I don't actually know enough about patent law to understand how this would
need to be done, but if it's just a question of putting together money to fund
professional counsel or research, you don't need something specific to this;
there are several things in the existing crowdfunding ecosystem that can cover
your needs.

And I am suspiciously going to neglect to mention the other ones.

But seriously, you can do this on a bunch of existing platforms, if it's just
about putting money together, and if what you need is some kind of white label
solution, so that it's focused around specifically that topic, you can do that
on CrowdHoster (disclaimer: still crowdtilt.)

------
galenward
The EFF is probably the closest to doing something like this, but they picked
the patents and there isn't a way to support killing just one:
[https://www.eff.org/patent-busting](https://www.eff.org/patent-busting)

------
notahacker
The simplest market-based solution for killing troll patents I can think of
involves anti-troll entities effectively using the troll's tactics against
them: mass mailing people whose product might be accused of violating a
dubious patent with a no-win no-fee offer to strike down the patent.
Contributing to a pool to fight a patent is potentially even cheaper than
settling it, especially if the quality of the patent and the NPE's incentive
to defend it is low.

(of course the less good side of this solution is that the entity best placed
to play the role of white knight is one actually linked to the troll who knows
exactly who has received the litigation threats.
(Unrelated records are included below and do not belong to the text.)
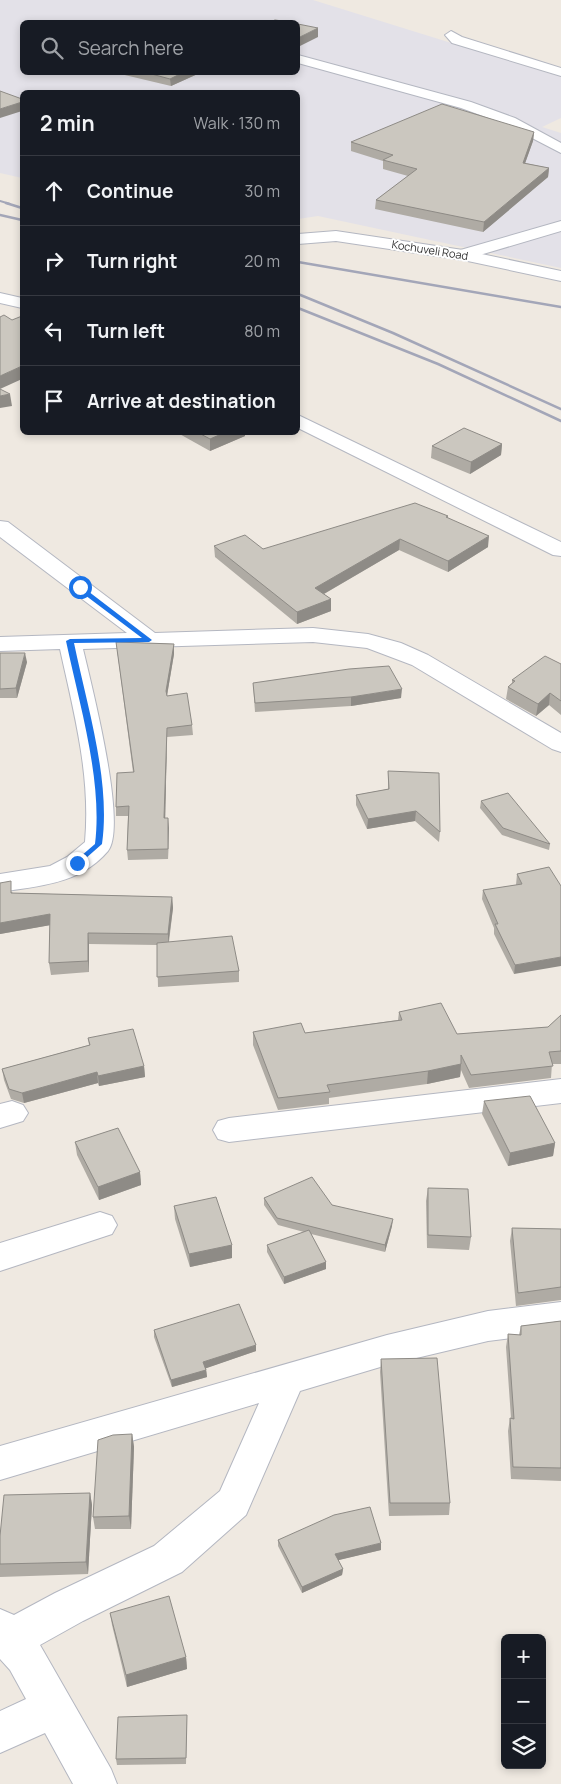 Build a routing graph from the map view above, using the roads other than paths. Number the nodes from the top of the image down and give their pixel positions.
1 (451, 35) dead end
2 (300, 60) edge
3 (561, 72) edge
4 (561, 149) edge
5 (561, 226) edge
6 (300, 239) edge
7 (463, 255) junction
8 (561, 276) edge
9 (0, 298) edge
10 (20, 303) edge
11 (300, 422) edge
12 (0, 527) edge
13 (561, 550) edge
14 (149, 640) junction
15 (70, 641) junction
16 (0, 644) edge
17 (561, 744) edge
18 (0, 883) edge
19 (561, 1091) edge
20 (230, 1130) dead end
21 (100, 1225) dead end
22 (0, 1257) edge
23 (561, 1317) edge
24 (288, 1378) junction
25 (0, 1463) edge
26 (4, 1634) edge
27 (53, 1708) junction
28 (0, 1732) edge
29 (96, 1784) edge

1 - 3 street
2 - 4 street
5 - 7 street
6 - 7 street, Kochuveli Road
7 - 8 street, Kochuveli Road
9 - 10 street
11 - 13 street
12 - 14 street
14 - 15 street
14 - 17 street
15 - 16 street
15 - 18 street
19 - 20 street
21 - 22 street
23 - 24 street
24 - 25 street
24 - 26 street
26 - 27 street
27 - 28 street
27 - 29 street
That's probably where trusted
bodies like the EFF should get involved)

------
mdsteph
I don't agree that killing patents is the right approach, how about this as an
alternative: The site's admin team could identify patents of particularly
useful or disruptive potential and users could pledge a value to bring this
patent into the public domain, and their pledge could remain valid for some
reasonable period of time, the site could then put forward the aggregate
pledge and buy the patent with the view to releasing it. Perhaps a price could
be agreed upon up front. The same could be done to bring creative works like
books into the public domain.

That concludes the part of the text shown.